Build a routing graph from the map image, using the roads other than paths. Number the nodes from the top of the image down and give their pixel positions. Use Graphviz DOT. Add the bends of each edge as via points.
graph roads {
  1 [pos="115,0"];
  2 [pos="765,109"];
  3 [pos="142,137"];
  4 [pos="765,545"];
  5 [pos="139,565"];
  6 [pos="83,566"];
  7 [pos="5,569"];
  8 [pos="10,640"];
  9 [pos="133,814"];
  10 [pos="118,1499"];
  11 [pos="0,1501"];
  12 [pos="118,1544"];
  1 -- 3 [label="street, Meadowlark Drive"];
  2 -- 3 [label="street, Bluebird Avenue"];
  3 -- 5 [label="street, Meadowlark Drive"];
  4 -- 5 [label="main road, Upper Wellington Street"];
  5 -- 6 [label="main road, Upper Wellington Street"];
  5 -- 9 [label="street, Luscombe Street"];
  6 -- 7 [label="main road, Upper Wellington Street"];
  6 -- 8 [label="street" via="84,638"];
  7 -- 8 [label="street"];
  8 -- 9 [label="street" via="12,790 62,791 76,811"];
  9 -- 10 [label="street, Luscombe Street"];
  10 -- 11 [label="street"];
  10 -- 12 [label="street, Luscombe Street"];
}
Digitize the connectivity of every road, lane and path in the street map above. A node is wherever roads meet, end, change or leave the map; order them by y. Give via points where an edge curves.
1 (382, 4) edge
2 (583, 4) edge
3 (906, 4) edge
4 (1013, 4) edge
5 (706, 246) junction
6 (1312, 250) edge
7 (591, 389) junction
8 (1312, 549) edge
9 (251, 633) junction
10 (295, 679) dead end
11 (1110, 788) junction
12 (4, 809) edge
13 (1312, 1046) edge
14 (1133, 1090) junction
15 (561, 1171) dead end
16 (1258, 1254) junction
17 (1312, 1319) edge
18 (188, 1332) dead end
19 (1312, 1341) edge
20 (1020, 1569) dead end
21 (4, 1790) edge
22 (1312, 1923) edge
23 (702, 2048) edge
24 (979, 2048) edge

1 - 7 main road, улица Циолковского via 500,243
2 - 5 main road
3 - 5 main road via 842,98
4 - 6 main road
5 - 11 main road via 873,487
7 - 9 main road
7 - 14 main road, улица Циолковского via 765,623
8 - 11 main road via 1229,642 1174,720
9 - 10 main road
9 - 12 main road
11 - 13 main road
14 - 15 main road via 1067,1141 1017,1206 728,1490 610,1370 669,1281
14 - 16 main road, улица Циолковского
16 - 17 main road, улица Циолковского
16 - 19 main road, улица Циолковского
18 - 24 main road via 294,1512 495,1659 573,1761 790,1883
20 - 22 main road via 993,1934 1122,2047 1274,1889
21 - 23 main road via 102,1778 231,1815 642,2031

■ ■ ■

Set down the whole listing exactly.

Build a routing graph from the map image, using the roads other than paths. Number the nodes from the top of the image down and give their pixel positions. Use Graphviz DOT. Add the bends of each edge as via points.
graph roads {
  1 [pos="115,0"];
  2 [pos="765,109"];
  3 [pos="142,137"];
  4 [pos="765,545"];
  5 [pos="139,565"];
  6 [pos="83,566"];
  7 [pos="5,569"];
  8 [pos="10,640"];
  9 [pos="133,814"];
  10 [pos="118,1499"];
  11 [pos="0,1501"];
  12 [pos="118,1544"];
  1 -- 3 [label="street, Meadowlark Drive"];
  2 -- 3 [label="street, Bluebird Avenue"];
  3 -- 5 [label="street, Meadowlark Drive"];
  4 -- 5 [label="main road, Upper Wellington Street"];
  5 -- 6 [label="main road, Upper Wellington Street"];
  5 -- 9 [label="street, Luscombe Street"];
  6 -- 7 [label="main road, Upper Wellington Street"];
  6 -- 8 [label="street" via="84,638"];
  7 -- 8 [label="street"];
  8 -- 9 [label="street" via="12,790 62,791 76,811"];
  9 -- 10 [label="street, Luscombe Street"];
  10 -- 11 [label="street"];
  10 -- 12 [label="street, Luscombe Street"];
}
Digitize the connectivity of every road, lane and path in the street map above. A node is wherever roads meet, end, change or leave the map; order them by y. Give via points where an edge curves.
1 (382, 4) edge
2 (583, 4) edge
3 (906, 4) edge
4 (1013, 4) edge
5 (706, 246) junction
6 (1312, 250) edge
7 (591, 389) junction
8 (1312, 549) edge
9 (251, 633) junction
10 (295, 679) dead end
11 (1110, 788) junction
12 (4, 809) edge
13 (1312, 1046) edge
14 (1133, 1090) junction
15 (561, 1171) dead end
16 (1258, 1254) junction
17 (1312, 1319) edge
18 (188, 1332) dead end
19 (1312, 1341) edge
20 (1020, 1569) dead end
21 (4, 1790) edge
22 (1312, 1923) edge
23 (702, 2048) edge
24 (979, 2048) edge

1 - 7 main road, улица Циолковского via 500,243
2 - 5 main road
3 - 5 main road via 842,98
4 - 6 main road
5 - 11 main road via 873,487
7 - 9 main road
7 - 14 main road, улица Циолковского via 765,623
8 - 11 main road via 1229,642 1174,720
9 - 10 main road
9 - 12 main road
11 - 13 main road
14 - 15 main road via 1067,1141 1017,1206 728,1490 610,1370 669,1281
14 - 16 main road, улица Циолковского
16 - 17 main road, улица Циолковского
16 - 19 main road, улица Циолковского
18 - 24 main road via 294,1512 495,1659 573,1761 790,1883
20 - 22 main road via 993,1934 1122,2047 1274,1889
21 - 23 main road via 102,1778 231,1815 642,2031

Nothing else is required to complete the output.